Algunas veces y cuando alguien no cumplía con las tareas, o sin darse
cuenta estaba desatento a ciertas explicaciones, el profesor sufría una
transformación. Como poseído de una fuerza extraña, diabólica y endemoniada,
arrancaba la correa precipitadamente y con dificultad de la cintura de su
pantalón, abriendo los ojos desmesuradamente y tornándose de un color rojo
intenso como el fuego del infierno. De esa manera, se acercaba a determinadas
carpetas con la mirada fija y casi de puntillas, con los brazos ligeramente
levantados y blandiendo el arma mortal con la mayor destreza posible en una de
sus manos, como queriendo dar el urgonazo final.
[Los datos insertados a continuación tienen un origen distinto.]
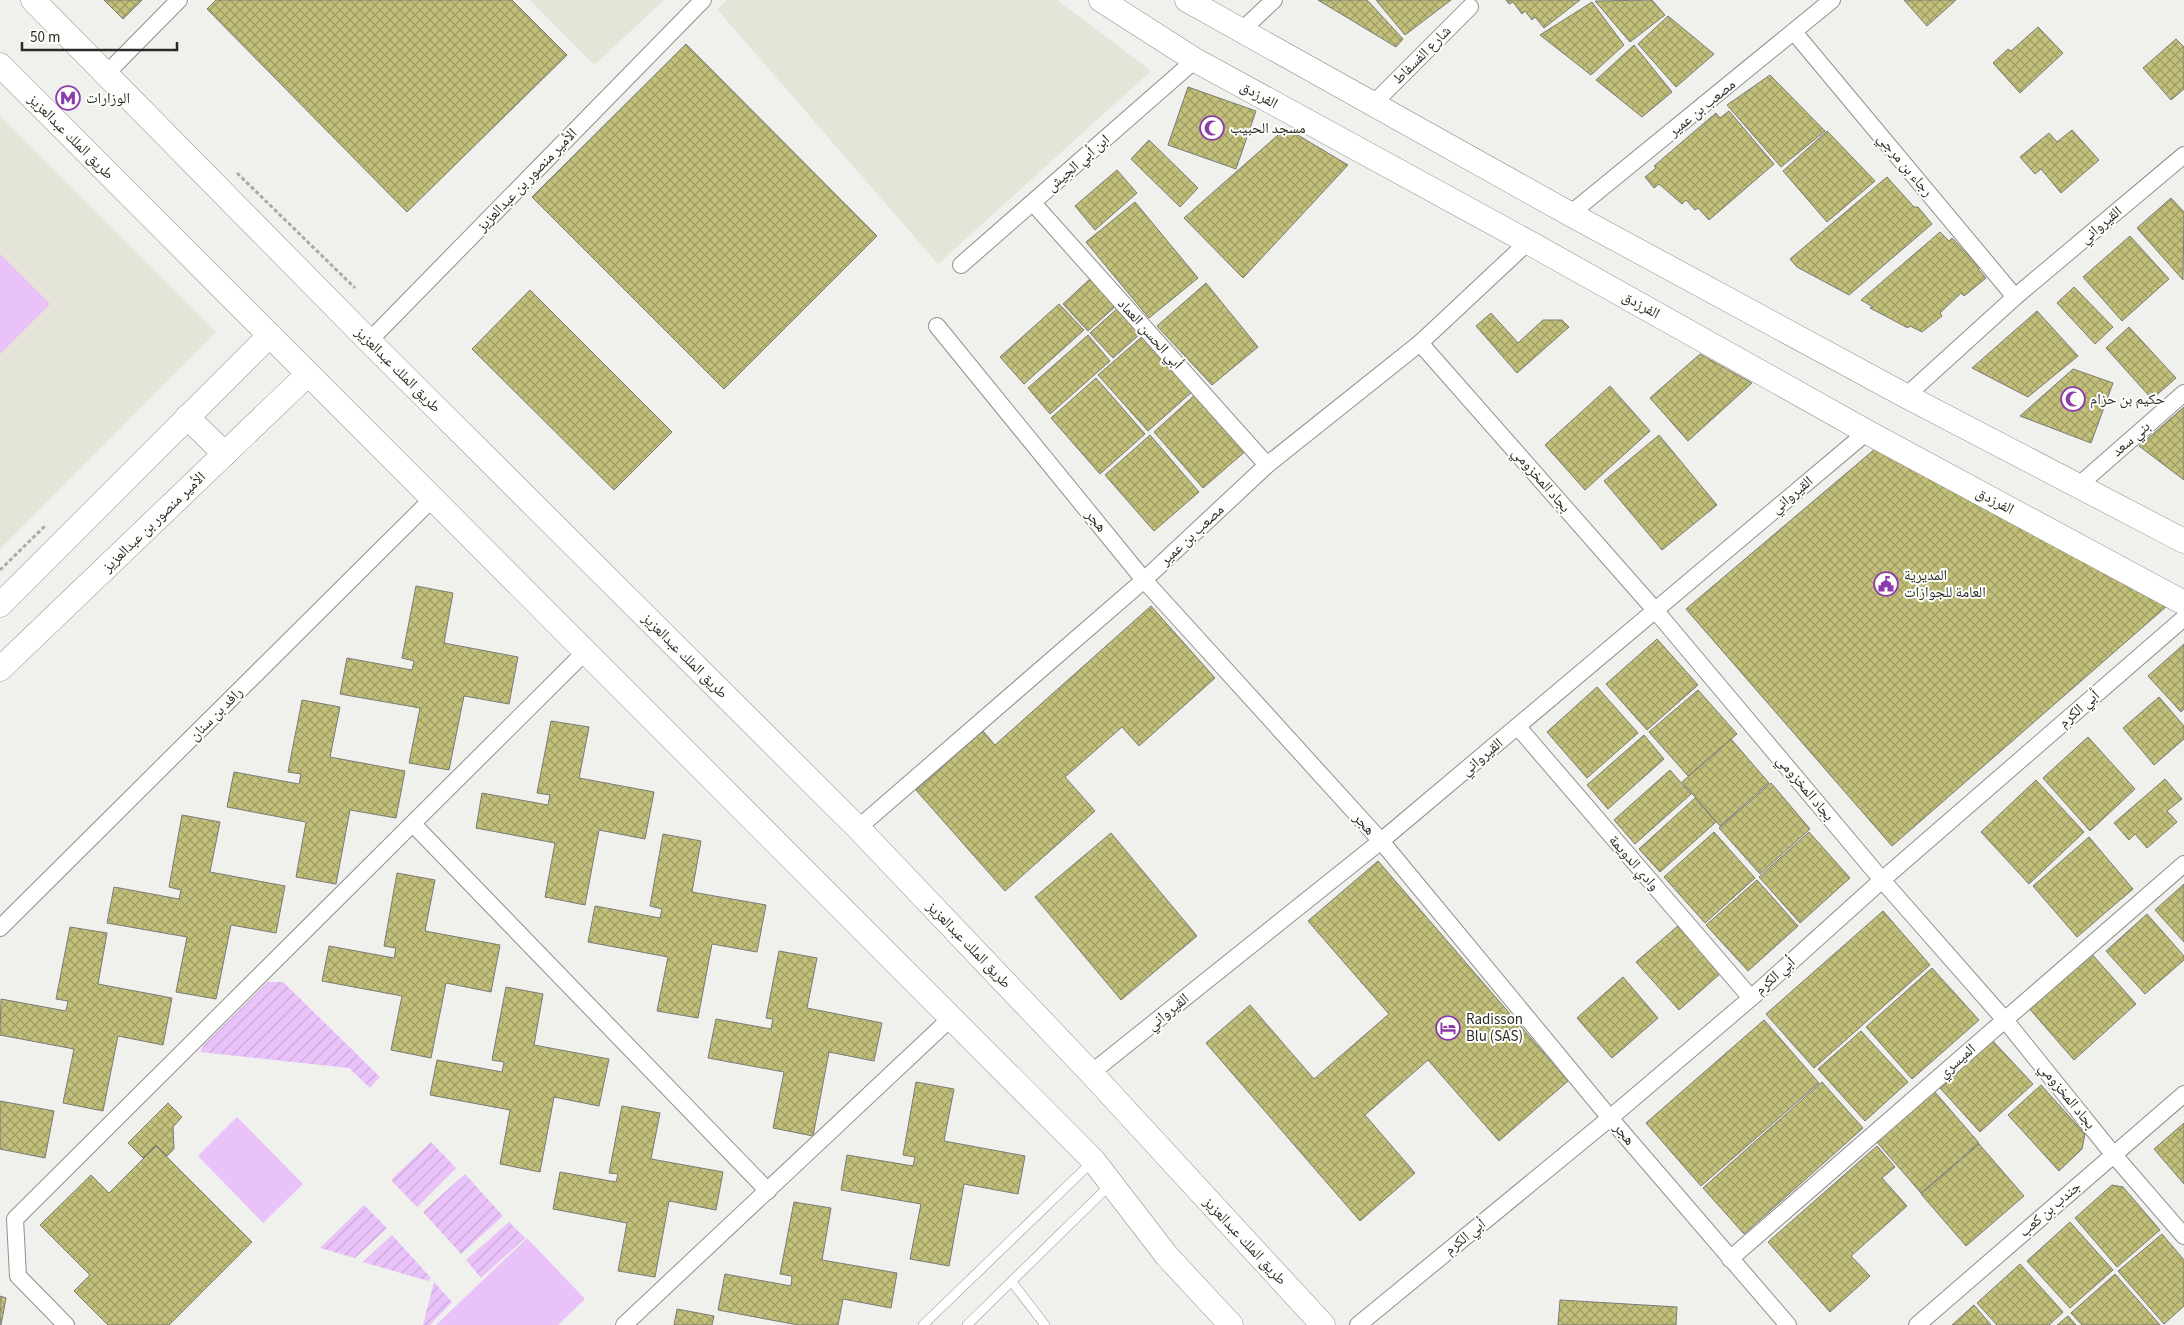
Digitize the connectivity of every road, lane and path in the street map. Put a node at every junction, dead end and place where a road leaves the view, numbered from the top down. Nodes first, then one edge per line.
1 (33, 0) edge
2 (179, 0) edge
3 (703, 0) edge
4 (1101, 0) edge
5 (1187, 0) edge
6 (1274, 0) edge
7 (1832, 0) edge
8 (1470, 7) dead end
9 (1241, 31) junction
10 (1794, 32) junction
11 (1195, 60) junction
12 (0, 65) edge
13 (106, 74) junction
14 (1373, 104) junction
15 (2184, 155) edge
16 (234, 169) dead end
17 (1033, 203) junction
18 (1570, 214) junction
19 (1528, 242) junction
20 (961, 265) dead end
21 (355, 288) dead end
22 (2015, 297) junction
23 (937, 326) dead end
24 (270, 335) junction
25 (369, 341) junction
26 (1420, 343) junction
27 (308, 374) junction
28 (2184, 393) edge
29 (1906, 396) junction
30 (187, 418) junction
31 (1867, 432) junction
32 (225, 454) junction
33 (1267, 465) junction
34 (2079, 485) junction
35 (432, 499) junction
36 (50, 521) dead end
37 (2184, 541) edge
38 (0, 570) edge
39 (1144, 580) junction
40 (2184, 603) edge
41 (0, 605) edge
42 (1655, 610) junction
43 (2184, 618) edge
44 (585, 652) junction
45 (0, 669) edge
46 (1518, 727) junction
47 (414, 824) junction
48 (858, 828) junction
49 (1380, 842) junction
50 (2184, 864) edge
51 (1882, 880) junction
52 (0, 928) edge
53 (1751, 998) junction
54 (951, 1018) junction
55 (2005, 1020) junction
56 (1091, 1073) junction
57 (2184, 1094) edge
58 (1610, 1118) junction
59 (2113, 1154) junction
60 (1093, 1160) junction
61 (1111, 1184) junction
62 (768, 1191) junction
63 (2184, 1236) edge
64 (1730, 1259) junction
65 (1012, 1282) junction
66 (66, 1325) edge
67 (624, 1325) edge
68 (923, 1325) edge
69 (967, 1325) edge
70 (1045, 1325) edge
71 (1231, 1325) edge
72 (1323, 1325) edge
73 (1358, 1325) edge
74 (1788, 1325) edge
75 (1917, 1325) edge

1 - 13 main road, طريق الملك عبدالعزيز
2 - 13 street
3 - 25 street, الأمير منصور بن عبدالعزيز
4 - 11 main road, الفرزدق
5 - 9 main road
6 - 9 street
7 - 10 street, مصعب بن عمير
8 - 14 street, شارع الفسفاط
9 - 14 main road
10 - 18 street, مصعب بن عمير
10 - 22 street, رجاء بن مرجي
11 - 17 street, ابن أبي الجيش
11 - 19 main road, الفرزدق
12 - 24 main road, طريق الملك عبدالعزيز
13 - 25 main road, طريق الملك عبدالعزيز
14 - 18 main road
15 - 22 street, القيرواني
16 - 21 path
17 - 20 street, ابن أبي الجيش
17 - 33 street, أبي الحسن العماد
18 - 29 main road
19 - 26 street, مصعب بن عمير
19 - 31 main road, الفرزدق
22 - 29 street, القيرواني
23 - 39 street, هجر
24 - 27 main road, طريق الملك عبدالعزيز
24 - 30 main road
25 - 48 main road, طريق الملك عبدالعزيز
26 - 33 street, مصعب بن عمير
26 - 42 street, بجاد المخزومي
27 - 32 main road, الأمير منصور بن عبدالعزيز
27 - 35 main road, طريق الملك عبدالعزيز
28 - 34 street, بني سعد
29 - 34 main road
30 - 32 main road
30 - 41 main road
31 - 40 main road, الفرزدق
31 - 42 street, القيرواني
32 - 45 main road, الأمير منصور بن عبدالعزيز
33 - 39 street, مصعب بن عمير
34 - 37 main road
35 - 44 main road, طريق الملك عبدالعزيز
35 - 52 street, رافد بن سنان
36 - 38 path
39 - 48 street, مصعب بن عمير
39 - 49 street, هجر
42 - 46 street, القيرواني
42 - 51 street, بجاد المخزومي
43 - 51 street, أبي الكرم
44 - 47 street
44 - 54 main road, طريق الملك عبدالعزيز
46 - 49 street, القيرواني
46 - 53 street, وادي الدويمة
47 - 62 street
47 - 66 street
48 - 56 main road, طريق الملك عبدالعزيز
49 - 56 street, القيرواني
49 - 58 street, هجر
50 - 55 street, الميسري
51 - 53 street, أبي الكرم
51 - 55 street, بجاد المخزومي
53 - 58 street, أبي الكرم
54 - 60 main road, طريق الملك عبدالعزيز
54 - 62 street
55 - 59 street, بجاد المخزومي
55 - 64 street, الميسري
56 - 72 main road, طريق الملك عبدالعزيز
57 - 59 street, جندب بن كعب
58 - 64 street, هجر
58 - 73 street, أبي الكرم
59 - 63 street, بجاد المخزومي
59 - 75 street, جندب بن كعب
60 - 61 main road, طريق الملك عبدالعزيز
60 - 68 lane
61 - 65 lane
61 - 71 main road, طريق الملك عبدالعزيز
62 - 67 street
64 - 74 street, هجر
65 - 69 lane
65 - 70 lane

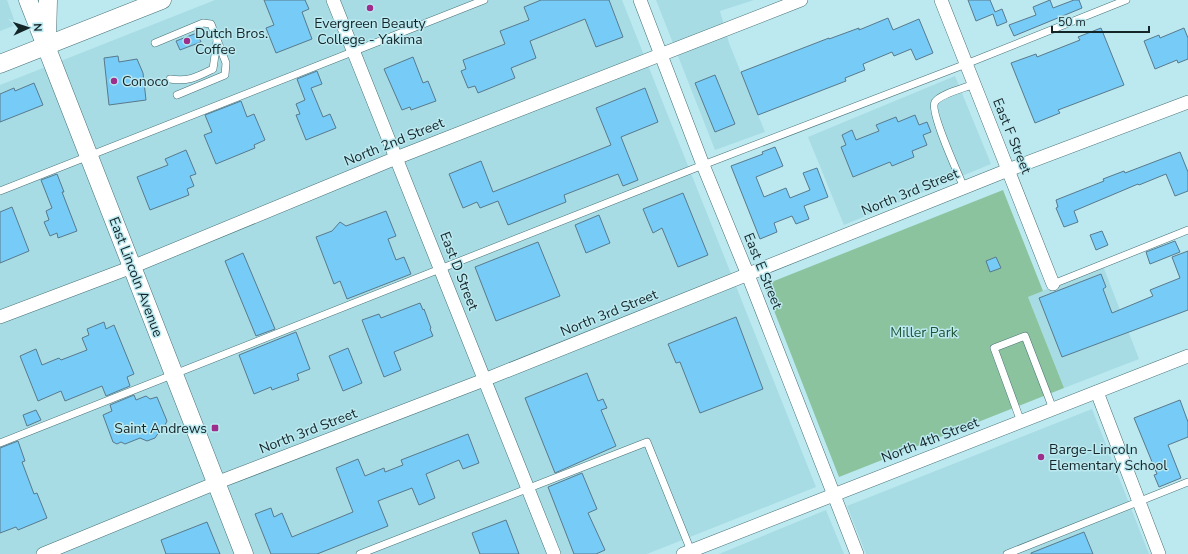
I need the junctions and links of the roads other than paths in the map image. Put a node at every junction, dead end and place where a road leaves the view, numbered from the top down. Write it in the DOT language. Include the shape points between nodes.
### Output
graph roads {
  1 [pos="28,0"];
  2 [pos="48,0"];
  3 [pos="155,0"];
  4 [pos="333,0"];
  5 [pos="484,0"];
  6 [pos="640,0"];
  7 [pos="801,0"];
  8 [pos="941,0"];
  9 [pos="1126,0"];
  10 [pos="217,40"];
  11 [pos="155,43"];
  12 [pos="47,46"];
  13 [pos="354,51"];
  14 [pos="662,55"];
  15 [pos="0,64"];
  16 [pos="966,64"];
  17 [pos="170,79"];
  18 [pos="974,84"];
  19 [pos="176,95"];
  20 [pos="1188,102"];
  21 [pos="90,156"];
  22 [pos="396,158"];
  23 [pos="703,165"];
  24 [pos="1008,170"];
  25 [pos="964,188"];
  26 [pos="0,191"];
  27 [pos="1188,230"];
  28 [pos="132,267"];
  29 [pos="441,269"];
  30 [pos="748,274"];
  31 [pos="1053,284"];
  32 [pos="0,318"];
  33 [pos="1188,356"];
  34 [pos="174,374"];
  35 [pos="484,380"];
  36 [pos="1097,392"];
  37 [pos="1053,410"];
  38 [pos="1021,422"];
  39 [pos="0,444"];
  40 [pos="1188,482"];
  41 [pos="216,483"];
  42 [pos="527,489"];
  43 [pos="834,494"];
  44 [pos="1139,502"];
  45 [pos="687,552"];
  46 [pos="43,554"];
  47 [pos="244,554"];
  48 [pos="360,554"];
  49 [pos="554,554"];
  50 [pos="857,554"];
  51 [pos="1007,554"];
  52 [pos="1159,554"];
  1 -- 12 [label="street, East Lincoln Avenue"];
  2 -- 12 [label="street"];
  3 -- 12 [label="street"];
  4 -- 13 [label="street, East D Street"];
  5 -- 13 [label="lane"];
  6 -- 14 [label="street, East E Street"];
  7 -- 14 [label="street, North 2nd Street"];
  8 -- 16 [label="street, East F Street"];
  9 -- 16 [label="lane"];
  10 -- 11 [label="lane" via="211,24 202,23"];
  10 -- 17 [label="lane" via="213,69 191,80"];
  10 -- 19 [label="lane" via="226,63 225,75"];
  12 -- 15 [label="street"];
  12 -- 21 [label="street, East Lincoln Avenue"];
  13 -- 21 [label="lane"];
  13 -- 22 [label="street, East D Street"];
  14 -- 22 [label="street, North 2nd Street"];
  14 -- 23 [label="street, East E Street"];
  16 -- 18 [label="street, East F Street"];
  16 -- 23 [label="lane"];
  18 -- 24 [label="street, East F Street"];
  18 -- 25 [label="lane" via="939,98 934,103 945,141"];
  20 -- 24 [label="street, North 3rd Street"];
  21 -- 26 [label="lane"];
  21 -- 28 [label="street, East Lincoln Avenue"];
  22 -- 28 [label="street, North 2nd Street"];
  22 -- 29 [label="street, East D Street"];
  23 -- 29 [label="lane"];
  23 -- 30 [label="street, East E Street"];
  24 -- 25 [label="street, North 3rd Street"];
  24 -- 31 [label="street, East F Street"];
  25 -- 30 [label="street, North 3rd Street"];
  27 -- 31 [label="lane"];
  28 -- 32 [label="street, North 2nd Street"];
  28 -- 34 [label="street, East Lincoln Avenue"];
  29 -- 34 [label="lane"];
  29 -- 35 [label="street, East D Street"];
  30 -- 35 [label="street, North 3rd Street"];
  30 -- 43 [label="street, East E Street"];
  33 -- 36 [label="street, North 4th Street"];
  34 -- 39 [label="lane"];
  34 -- 41 [label="street, East Lincoln Avenue"];
  35 -- 41 [label="street, North 3rd Street"];
  35 -- 42 [label="street, East D Street"];
  36 -- 37 [label="street, North 4th Street"];
  36 -- 44 [label="street"];
  37 -- 38 [label="street, North 4th Street"];
  37 -- 38 [label="lane" via="1025,336 994,348"];
  38 -- 43 [label="street, North 4th Street"];
  40 -- 44 [label="lane"];
  41 -- 46 [label="street, North 3rd Street"];
  41 -- 47 [label="street, East Lincoln Avenue"];
  42 -- 45 [label="lane" via="647,442"];
  42 -- 48 [label="lane"];
  42 -- 49 [label="street, East D Street"];
  43 -- 45 [label="street, North 4th Street"];
  43 -- 50 [label="street, East E Street"];
  44 -- 51 [label="lane"];
  44 -- 52 [label="street"];
}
Así, llegaba arrebatado y con
el rostro encendido hasta el alumno, a quien miraba con furia desmedida y
vehemente, sacando las mayores fuerzas para descargar el arma varias veces,
como si fueran cuchilladas sobre la espalda, e imaginando abrirse esta.
Los
niños que estaban muy cerca, dibujaban con cuidado sobre su rostro una mueca de
horror, cogiéndose temerosos las mejillas sonrojadas con manos temblorosas;
para luego, tratar de cubrirse presurosos sus cabezas, haciendo los mayores
esfuerzos por evitar algunos golpes. Algunos levantaban sus brazos y estiraban
sus dedos en señal de pavor y terror. No les quedaba más remedio que deslizarse
sigilosamente y con prontitud hacia la parte baja de la carpeta para
esconderse, y si fuera posible desaparecer debajo del tablero; y aún de ese
modo, el profesor siempre hallaba la forma de asestar un golpe más y preciso
sobre sus cabezas con iracunda furia. Los sollozos lastimeros y los gritos
apagados invadían el salón de clases.
Los
que parecían estar muy lejos y a salvo, no alcanzaban a cubrirse el rostro,
quedándose petrificados y con las manos a la altura de su pecho, absortos y sin
atinar a decir alguna palabra balbuceante. Cualquiera de los niños estaba muy
próximo al espanto de horror, pero más era el miedo y la punzada que sentían en
sus cuerpos.
Después de algunos minutos de silencio y de incertidumbre, en la que
paraban los golpes, los niños lo iban olvidando todo, paulatinamente; aunque,
sintiéndose aún la respiración agitada y convulsionada del profesor y su último
murmullo entre dientes:
–
¡Bastardos de mierda!
El
campaneo les transportaba y volvían risueños a las carreras y a la
contemplación extasiada de la hija del director. Hasta otro día incierto o
afortunado, en que volvían los castigos acostumbrados o la lectura de los
periódicos. Nadie recordaba con exactitud de alguna queja posterior y cada día,
la mayoría asimilaba la energía del educador.
Gamarra fue uno de los niños más pequeños del aula, casi diminuto,
llevando unas pecas casi imperceptibles y muy graciosas sobre sus mejillas. No
había duda que había sacado el corazón de su madre. En algunos paseos anuales
por el día del estudiante, todos los niños desbordando de alegría, se
ausentaban de la Gran Ciudad; para dirigirse entusiasmados y guiados por sus
maestros hacia las zonas libres del campo, con muchos árboles y abundante
vegetación. Cada uno y muy emocionado, cargaba como el éxodo, con sus bolsas de
plástico y de papel, llevando también algunos maletines que parecían pesar
mucho, por la fiambrera olorosa, los refrescos coloridos y las frutas frescas a
la luz de la mañana. Cómo se movían los ojos de los niños, inquietos por
partir, y más despiertos aún por las nuevas cosas por descubrir en la nueva
aventura. Durante todo el camino se sentían acompañados por una sonrisa amplia
sobre su rostro, de lo contento y felices que estaban.
Gamarra fue muy singular, porque cuando los niños se hallaban a campo
traviesa y a la hora del almuerzo, colocaba un mantel sobre la hierba, casi a
la sombra de un árbol y que parecía inmenso; luego, extraía con esmero muchos
platos, cubiertos, y servilletas de un bolso grande, y la infaltable vasija
despidiendo el aroma de unos riquísimos y jugosos tallarines. Llamaba a todo
aquel que quería disfrutar del exquisito potaje, sentándose en un círculo casi
perfecto, aunque más parecía tomar diversas formas. Nunca lo dijo abiertamente
y no fue necesario, porque de su rostro brotaba un resplandor natural y
fulgurante. Nadie olvidaría su expresión y la alegría de sus ojos, al momento
de contemplar a cada uno saboreando lo que su madre había preparado.